Senenin sonu çift rakamla bitiyor ve aylardan Eylül ise Oslo’da festival heyecanı başlamış demektir. Bu yıl on beşincisi düzenlenen Uluslararası Ibsen Festivali, yeryüzünde bir oyun yazarı için düzenlenen tek festival olması bakımından özel bir yere sahip.
Norveç Ulusal Tiyatrosu (Nationaltheatret) tarafından, iki senede bir düzenlenen festival bu yıl oldukça iddialı bir program sundu. 8-25 Eylül tarihlerinde düzenlenen ve on tanesi yabancı olmak üzere toplam 40 prodüksiyonun yer aldığı festivaldeki seminerler de dikkat çekiciydi.
Detaylara geçmeden önce Ibsen, Oslo ve Nationaltheatret üzerine birkaç sözün yerinde olacağını düşünüyorum.

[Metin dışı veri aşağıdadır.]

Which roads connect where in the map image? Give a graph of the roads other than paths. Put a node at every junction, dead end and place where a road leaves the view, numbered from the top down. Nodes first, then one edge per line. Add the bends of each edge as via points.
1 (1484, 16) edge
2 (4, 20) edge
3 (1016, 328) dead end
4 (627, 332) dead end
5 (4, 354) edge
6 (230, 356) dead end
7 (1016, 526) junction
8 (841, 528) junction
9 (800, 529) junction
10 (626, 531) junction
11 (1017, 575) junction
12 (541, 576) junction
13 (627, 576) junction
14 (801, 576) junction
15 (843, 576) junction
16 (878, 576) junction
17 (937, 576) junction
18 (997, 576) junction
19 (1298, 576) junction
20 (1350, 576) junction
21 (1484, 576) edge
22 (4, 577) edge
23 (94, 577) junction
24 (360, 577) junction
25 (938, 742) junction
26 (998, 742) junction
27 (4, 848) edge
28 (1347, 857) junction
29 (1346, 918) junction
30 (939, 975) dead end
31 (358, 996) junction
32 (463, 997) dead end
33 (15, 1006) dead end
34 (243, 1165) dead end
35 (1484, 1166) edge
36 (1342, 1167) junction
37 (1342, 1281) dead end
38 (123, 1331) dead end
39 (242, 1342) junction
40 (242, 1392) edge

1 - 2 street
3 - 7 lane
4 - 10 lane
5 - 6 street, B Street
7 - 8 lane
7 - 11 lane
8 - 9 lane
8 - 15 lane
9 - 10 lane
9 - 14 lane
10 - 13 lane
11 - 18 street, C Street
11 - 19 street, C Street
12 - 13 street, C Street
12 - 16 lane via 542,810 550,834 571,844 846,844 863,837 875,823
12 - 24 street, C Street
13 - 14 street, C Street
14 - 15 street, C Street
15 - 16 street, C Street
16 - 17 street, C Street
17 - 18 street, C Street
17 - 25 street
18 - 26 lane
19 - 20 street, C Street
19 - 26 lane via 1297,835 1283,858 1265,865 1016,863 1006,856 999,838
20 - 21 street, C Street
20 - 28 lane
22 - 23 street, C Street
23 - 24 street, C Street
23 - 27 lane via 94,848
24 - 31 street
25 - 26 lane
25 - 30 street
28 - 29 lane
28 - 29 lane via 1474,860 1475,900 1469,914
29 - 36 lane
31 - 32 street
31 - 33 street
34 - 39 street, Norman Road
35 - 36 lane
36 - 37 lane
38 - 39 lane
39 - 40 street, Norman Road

Dünya sahnelerinde oyunları Shakespeare’den sonra en çok oynanan oyun yazarı olan Henrik Ibsen, 1850 yılında Catiline adlı oyunuyla başladığı yazarlık kariyerine 1899’da kaleme aldığı son oyunu Biz Ölüler Uyanınca’ya kadar devam eder. Bu süre zarfında Ibsen tiyatro yazınına çoğunu Norveç dışında yazdığı toplam 27 oyun armağan eder. Kariyerinin ilk yıllarındaki başarısızlıkların, maddi sıkıntıların, kırgınlıkların yıllar içinde üstesinden gelen Ibsen 1891’de dünya çapında bilinen ve saygı duyulan bir yazar olarak Norveç’e geri döner. Ibsen’in Oslo’ya geri döndüğü tarih, Uluslararası Ibsen Festivali’ni düzenleyen Nationaltheatret’in inşa edildiği yıllar olması bakımından ilgi çekicidir. O dönemlerde İsveç egemenliği altında olan ve bağımsız bir ülke olma yolunda ilerleyen Norveç, ulus kimliği oluşturmaya milli kültürünü inşa etmekle başlar. Yapımı bizzat halk tarafından karşılanan Nationaltheatret bu eğilimin en somut adımını teşkil eder. İnşaatı 1899 yılında biten tiyatro, Norveç’in üç büyük yazarı Holberg, Ibsen ve Bjørnson oyunları ile perdelerini açar. Bugün ‘Ibsen oyunlarının evi’ olarak anılan bu tiyatroda sahnelenen ve Ibsen’in bizzat provalarına katıldığı ilk oyun Bir Halk Düşmanı olur.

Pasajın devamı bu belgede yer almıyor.